-- What you need to do --
Which lines of the entries below include "edges"? List them all.

(Items from a data source)
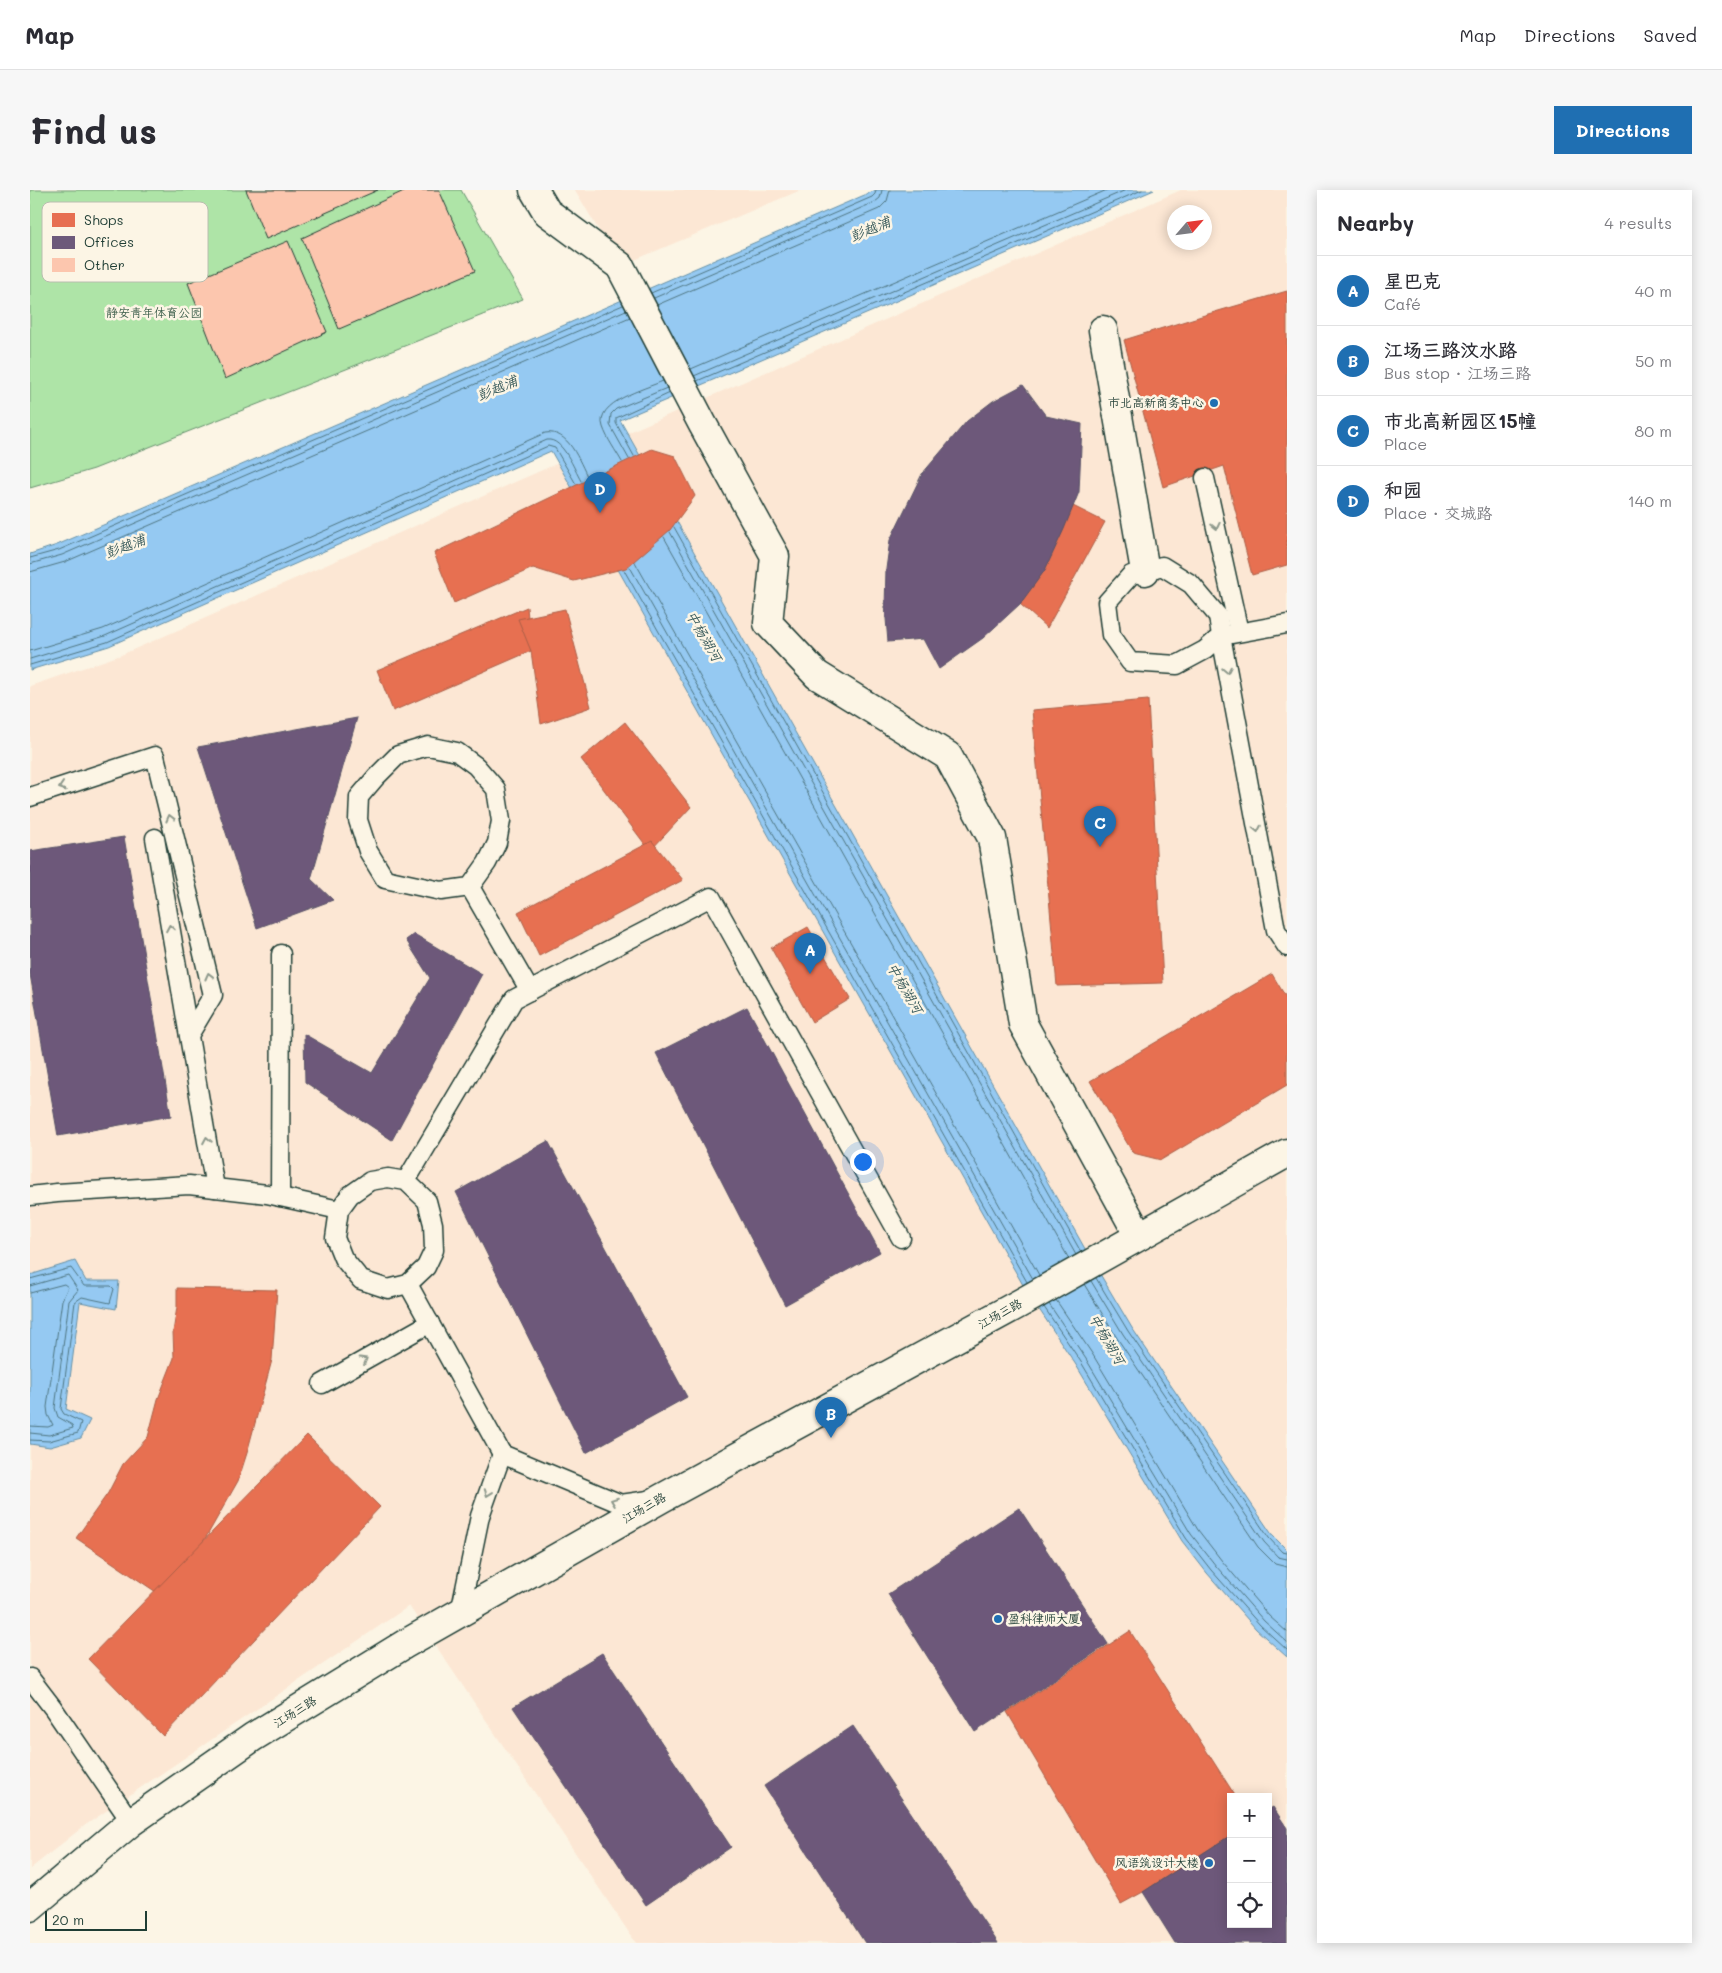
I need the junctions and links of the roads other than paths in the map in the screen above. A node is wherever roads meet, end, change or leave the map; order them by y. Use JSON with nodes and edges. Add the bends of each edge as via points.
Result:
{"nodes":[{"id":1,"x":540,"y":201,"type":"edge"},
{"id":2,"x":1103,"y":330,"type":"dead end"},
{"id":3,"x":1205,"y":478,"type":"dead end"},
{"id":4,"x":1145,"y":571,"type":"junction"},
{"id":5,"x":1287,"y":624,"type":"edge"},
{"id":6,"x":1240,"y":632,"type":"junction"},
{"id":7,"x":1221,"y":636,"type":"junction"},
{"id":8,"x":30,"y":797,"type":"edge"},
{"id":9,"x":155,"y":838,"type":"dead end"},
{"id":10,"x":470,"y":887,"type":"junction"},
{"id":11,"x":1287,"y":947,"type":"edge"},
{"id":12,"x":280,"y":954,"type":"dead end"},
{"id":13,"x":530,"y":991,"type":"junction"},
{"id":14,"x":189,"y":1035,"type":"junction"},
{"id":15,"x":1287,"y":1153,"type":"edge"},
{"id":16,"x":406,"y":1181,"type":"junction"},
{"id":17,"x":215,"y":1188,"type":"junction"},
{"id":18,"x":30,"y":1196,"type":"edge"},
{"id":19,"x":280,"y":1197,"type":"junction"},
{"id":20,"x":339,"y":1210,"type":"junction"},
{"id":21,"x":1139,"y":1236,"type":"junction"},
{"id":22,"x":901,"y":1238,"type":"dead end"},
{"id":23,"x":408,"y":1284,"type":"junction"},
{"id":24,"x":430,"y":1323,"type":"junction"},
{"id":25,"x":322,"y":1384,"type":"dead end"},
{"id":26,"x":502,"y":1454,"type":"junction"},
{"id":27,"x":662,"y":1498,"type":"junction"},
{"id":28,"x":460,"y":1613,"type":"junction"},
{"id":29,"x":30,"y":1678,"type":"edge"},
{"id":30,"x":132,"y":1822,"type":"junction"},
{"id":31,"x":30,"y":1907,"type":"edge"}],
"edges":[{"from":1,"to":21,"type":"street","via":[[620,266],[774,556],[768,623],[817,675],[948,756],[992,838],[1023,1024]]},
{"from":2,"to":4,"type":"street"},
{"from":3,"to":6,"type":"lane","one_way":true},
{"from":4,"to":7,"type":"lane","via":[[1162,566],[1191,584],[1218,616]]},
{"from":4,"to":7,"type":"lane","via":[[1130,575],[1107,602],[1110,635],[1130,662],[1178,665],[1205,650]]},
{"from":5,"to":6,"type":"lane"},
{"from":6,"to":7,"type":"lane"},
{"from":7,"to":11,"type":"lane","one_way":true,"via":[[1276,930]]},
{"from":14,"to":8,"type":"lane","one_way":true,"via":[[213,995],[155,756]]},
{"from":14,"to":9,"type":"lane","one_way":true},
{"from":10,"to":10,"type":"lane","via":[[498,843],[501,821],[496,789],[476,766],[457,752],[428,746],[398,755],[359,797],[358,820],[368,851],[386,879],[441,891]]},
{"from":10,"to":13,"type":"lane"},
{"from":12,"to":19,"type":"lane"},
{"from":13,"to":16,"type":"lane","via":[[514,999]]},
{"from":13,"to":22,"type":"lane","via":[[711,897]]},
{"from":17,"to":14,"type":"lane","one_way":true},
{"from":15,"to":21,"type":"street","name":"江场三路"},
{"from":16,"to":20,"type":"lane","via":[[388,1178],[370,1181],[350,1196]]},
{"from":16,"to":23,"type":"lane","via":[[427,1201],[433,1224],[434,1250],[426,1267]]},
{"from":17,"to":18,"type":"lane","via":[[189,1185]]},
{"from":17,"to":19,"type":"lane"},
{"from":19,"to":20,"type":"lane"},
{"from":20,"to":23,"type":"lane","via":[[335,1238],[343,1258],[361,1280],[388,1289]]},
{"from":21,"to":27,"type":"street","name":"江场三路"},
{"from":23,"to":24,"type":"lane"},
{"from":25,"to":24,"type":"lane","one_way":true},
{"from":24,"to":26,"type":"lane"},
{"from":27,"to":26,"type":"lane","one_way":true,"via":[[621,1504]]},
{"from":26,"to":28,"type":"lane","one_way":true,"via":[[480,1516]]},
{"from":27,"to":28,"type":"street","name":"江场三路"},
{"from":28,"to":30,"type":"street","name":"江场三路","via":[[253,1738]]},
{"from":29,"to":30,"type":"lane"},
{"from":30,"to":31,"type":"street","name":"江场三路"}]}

-- Reply --
I need the junctions and links of the roads other than paths in the map in the screen above. A node is wherever roads meet, end, change or leave the map; order them by y. Use JSON with nodes and edges. Add the bends of each edge as via points.
"edges":[{"from":1,"to":21,"type":"street","via":[[620,266],[774,556],[768,623],[817,675],[948,756],[992,838],[1023,1024]]},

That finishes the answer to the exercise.